[INPUT MATERIAL Boundary: Start]
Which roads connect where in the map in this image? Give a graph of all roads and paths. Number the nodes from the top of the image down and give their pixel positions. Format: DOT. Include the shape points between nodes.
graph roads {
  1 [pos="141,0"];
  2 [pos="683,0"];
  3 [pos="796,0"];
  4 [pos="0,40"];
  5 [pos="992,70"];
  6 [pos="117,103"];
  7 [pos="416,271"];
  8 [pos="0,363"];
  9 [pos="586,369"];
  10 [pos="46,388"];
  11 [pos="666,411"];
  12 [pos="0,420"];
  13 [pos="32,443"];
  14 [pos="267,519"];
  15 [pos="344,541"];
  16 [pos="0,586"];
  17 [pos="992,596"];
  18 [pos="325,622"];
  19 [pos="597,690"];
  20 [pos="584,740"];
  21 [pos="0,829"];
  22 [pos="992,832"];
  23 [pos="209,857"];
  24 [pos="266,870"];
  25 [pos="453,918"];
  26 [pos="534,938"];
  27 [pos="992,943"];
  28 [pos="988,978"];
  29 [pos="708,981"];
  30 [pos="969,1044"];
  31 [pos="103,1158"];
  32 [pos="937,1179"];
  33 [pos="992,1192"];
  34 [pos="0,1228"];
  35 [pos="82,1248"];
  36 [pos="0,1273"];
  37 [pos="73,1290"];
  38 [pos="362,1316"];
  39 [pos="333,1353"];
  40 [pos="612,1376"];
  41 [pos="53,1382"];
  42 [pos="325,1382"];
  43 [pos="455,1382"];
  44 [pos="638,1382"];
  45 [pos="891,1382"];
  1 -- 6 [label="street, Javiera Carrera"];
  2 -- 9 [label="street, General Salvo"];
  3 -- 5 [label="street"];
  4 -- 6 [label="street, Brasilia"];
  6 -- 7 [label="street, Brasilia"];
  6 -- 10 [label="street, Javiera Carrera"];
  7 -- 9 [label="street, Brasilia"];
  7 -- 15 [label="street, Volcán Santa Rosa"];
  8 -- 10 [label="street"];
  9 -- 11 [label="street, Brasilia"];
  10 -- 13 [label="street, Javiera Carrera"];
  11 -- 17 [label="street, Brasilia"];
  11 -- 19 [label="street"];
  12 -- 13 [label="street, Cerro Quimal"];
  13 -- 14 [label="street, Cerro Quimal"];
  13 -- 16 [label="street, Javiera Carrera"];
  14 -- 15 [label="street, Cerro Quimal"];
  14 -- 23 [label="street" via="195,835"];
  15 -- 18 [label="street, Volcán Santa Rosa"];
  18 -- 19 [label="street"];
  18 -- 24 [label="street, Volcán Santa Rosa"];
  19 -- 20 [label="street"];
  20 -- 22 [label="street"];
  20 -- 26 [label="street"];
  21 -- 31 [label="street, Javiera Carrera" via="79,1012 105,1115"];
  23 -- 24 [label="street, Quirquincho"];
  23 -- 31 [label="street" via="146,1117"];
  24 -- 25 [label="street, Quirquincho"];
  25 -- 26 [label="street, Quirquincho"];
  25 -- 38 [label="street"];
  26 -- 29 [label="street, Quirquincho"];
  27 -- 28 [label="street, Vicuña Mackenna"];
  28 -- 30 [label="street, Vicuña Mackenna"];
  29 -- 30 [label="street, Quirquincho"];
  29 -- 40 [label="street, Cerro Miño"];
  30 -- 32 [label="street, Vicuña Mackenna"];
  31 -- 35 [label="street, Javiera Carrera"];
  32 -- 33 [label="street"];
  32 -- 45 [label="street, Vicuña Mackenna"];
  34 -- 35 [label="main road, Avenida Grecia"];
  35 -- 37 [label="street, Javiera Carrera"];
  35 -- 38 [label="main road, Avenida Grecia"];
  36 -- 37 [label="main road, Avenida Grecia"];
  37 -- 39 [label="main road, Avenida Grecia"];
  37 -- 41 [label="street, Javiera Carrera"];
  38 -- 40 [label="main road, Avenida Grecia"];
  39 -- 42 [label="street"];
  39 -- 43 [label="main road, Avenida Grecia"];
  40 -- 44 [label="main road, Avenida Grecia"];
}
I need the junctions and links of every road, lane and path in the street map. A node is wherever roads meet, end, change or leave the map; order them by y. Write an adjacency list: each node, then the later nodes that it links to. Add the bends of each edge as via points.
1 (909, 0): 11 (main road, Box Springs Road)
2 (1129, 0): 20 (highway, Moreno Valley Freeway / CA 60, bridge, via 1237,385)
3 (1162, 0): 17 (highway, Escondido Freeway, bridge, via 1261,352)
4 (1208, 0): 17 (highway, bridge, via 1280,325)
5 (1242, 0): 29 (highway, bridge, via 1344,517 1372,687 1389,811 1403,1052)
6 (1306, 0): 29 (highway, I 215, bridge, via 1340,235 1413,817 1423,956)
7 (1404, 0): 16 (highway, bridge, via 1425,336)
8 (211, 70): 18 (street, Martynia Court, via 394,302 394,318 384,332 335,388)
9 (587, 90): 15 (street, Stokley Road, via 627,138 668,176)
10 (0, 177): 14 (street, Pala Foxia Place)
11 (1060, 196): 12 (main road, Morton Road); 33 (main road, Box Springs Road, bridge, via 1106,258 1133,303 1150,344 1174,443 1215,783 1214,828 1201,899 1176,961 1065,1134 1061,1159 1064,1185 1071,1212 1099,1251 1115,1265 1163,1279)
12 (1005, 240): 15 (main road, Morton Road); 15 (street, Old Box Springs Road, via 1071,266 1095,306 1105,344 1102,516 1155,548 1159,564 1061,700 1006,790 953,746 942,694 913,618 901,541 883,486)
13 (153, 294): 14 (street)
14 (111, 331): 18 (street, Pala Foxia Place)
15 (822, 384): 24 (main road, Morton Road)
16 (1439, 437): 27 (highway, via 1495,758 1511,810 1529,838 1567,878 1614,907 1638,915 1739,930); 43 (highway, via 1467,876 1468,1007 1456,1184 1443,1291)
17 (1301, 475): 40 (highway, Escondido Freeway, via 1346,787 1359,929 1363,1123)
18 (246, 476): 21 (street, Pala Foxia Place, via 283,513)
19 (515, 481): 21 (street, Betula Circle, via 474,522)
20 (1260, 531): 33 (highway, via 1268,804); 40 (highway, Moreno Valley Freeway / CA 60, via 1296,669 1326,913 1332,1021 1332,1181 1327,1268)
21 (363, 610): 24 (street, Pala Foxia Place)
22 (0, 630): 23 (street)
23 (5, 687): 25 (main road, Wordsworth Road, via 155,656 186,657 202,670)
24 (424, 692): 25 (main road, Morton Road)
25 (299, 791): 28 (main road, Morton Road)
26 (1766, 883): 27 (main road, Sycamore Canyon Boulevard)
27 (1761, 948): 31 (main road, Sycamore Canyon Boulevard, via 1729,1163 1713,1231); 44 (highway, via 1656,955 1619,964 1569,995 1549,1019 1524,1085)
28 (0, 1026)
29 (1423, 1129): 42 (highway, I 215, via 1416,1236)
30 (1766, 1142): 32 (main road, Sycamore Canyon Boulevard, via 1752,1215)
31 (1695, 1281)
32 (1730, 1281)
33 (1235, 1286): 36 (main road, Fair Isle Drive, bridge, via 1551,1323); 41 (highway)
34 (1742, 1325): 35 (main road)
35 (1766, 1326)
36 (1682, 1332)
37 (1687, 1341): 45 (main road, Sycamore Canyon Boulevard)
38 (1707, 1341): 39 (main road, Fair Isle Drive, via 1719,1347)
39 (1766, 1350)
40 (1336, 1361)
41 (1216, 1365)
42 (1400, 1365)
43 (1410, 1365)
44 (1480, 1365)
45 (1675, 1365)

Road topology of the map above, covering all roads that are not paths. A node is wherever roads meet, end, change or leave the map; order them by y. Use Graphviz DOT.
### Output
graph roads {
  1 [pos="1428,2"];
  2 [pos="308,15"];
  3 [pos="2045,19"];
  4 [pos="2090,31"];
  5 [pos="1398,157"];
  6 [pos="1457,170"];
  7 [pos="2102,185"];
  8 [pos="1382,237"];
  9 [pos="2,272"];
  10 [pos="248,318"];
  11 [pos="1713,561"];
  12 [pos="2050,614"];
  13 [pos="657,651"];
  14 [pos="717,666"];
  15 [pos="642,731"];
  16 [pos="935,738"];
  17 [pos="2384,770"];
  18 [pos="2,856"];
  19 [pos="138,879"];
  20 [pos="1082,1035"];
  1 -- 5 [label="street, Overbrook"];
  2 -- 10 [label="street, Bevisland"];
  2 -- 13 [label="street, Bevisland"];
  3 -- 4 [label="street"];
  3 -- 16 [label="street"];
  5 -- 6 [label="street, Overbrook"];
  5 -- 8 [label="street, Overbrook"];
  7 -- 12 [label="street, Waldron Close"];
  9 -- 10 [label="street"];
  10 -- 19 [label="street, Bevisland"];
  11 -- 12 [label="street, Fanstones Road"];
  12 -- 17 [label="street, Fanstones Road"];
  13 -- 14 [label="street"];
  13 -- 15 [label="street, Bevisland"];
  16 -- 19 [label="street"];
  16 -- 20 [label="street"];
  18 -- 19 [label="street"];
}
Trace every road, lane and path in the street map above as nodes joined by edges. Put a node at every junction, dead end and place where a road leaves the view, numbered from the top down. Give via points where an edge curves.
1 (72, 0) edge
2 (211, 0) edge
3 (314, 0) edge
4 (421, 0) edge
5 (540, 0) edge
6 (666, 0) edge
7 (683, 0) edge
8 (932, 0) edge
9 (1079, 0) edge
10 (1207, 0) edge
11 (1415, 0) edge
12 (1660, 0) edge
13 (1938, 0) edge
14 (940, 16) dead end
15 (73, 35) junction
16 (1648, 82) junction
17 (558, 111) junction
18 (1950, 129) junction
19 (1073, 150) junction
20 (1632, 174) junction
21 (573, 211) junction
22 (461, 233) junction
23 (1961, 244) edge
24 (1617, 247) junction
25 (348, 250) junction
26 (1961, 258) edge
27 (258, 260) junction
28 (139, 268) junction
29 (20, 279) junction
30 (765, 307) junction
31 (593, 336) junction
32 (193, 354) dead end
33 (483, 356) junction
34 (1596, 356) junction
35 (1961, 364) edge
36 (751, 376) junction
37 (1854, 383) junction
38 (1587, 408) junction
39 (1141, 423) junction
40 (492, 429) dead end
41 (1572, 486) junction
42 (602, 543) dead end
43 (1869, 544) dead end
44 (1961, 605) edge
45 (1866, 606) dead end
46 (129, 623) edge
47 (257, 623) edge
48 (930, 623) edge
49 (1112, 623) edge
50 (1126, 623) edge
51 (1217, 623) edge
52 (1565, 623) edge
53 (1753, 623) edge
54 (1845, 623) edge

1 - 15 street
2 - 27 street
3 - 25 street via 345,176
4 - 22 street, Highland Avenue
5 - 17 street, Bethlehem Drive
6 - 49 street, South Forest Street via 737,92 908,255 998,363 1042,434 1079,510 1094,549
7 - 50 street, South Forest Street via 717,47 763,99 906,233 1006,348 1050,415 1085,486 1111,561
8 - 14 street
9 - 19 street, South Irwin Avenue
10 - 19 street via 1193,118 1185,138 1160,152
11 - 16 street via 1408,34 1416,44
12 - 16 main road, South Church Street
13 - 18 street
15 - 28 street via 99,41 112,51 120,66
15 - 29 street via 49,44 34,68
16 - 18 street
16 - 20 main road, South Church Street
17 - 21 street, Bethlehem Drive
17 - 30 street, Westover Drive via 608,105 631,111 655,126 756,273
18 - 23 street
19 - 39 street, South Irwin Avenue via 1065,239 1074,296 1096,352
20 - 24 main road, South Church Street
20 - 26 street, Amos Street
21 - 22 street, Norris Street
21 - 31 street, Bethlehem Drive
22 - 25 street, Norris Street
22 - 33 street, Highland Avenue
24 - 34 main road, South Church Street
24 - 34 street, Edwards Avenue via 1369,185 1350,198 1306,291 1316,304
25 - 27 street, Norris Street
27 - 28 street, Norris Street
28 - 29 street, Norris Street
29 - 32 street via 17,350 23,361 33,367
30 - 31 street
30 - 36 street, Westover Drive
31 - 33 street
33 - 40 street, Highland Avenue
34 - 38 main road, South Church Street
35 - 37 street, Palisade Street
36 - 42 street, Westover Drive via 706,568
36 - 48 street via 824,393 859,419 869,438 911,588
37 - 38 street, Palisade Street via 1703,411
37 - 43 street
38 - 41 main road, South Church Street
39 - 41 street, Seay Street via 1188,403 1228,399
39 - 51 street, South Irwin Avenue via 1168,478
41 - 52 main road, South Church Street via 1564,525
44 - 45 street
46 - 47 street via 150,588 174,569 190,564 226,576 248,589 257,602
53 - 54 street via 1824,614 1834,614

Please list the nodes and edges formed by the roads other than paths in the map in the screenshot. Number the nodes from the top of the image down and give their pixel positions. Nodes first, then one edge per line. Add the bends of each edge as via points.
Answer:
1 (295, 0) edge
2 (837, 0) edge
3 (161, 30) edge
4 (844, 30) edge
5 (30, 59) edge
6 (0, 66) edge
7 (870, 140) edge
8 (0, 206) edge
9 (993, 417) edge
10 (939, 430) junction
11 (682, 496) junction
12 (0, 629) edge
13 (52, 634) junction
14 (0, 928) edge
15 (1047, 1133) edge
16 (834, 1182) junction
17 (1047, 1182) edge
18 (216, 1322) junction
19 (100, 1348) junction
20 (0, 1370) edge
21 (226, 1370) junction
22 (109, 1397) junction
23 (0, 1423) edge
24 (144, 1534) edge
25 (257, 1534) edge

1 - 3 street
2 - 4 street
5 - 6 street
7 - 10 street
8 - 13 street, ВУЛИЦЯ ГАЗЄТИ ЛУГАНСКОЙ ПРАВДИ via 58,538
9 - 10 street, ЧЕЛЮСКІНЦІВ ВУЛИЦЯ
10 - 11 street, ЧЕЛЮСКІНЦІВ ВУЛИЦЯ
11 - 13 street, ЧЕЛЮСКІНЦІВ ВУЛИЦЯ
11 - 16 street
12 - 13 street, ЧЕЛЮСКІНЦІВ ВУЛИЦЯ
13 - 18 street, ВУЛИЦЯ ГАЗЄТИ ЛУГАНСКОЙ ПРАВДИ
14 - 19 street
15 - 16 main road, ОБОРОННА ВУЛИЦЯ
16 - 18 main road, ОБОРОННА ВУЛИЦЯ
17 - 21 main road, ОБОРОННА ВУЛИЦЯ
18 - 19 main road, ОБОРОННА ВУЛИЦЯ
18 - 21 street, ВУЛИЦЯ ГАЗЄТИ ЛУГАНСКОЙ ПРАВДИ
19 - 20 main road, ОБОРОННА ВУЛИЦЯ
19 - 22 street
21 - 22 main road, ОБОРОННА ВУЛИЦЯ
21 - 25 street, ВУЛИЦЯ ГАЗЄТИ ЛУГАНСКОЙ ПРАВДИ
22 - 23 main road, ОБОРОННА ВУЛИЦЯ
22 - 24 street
[INPUT MATERIAL Boundary: End]
Only the number is wanted: how many lines in the preceding entries hold the string "ПРАВДИ"?

• _OUTPUT FOR THIS TASK_
4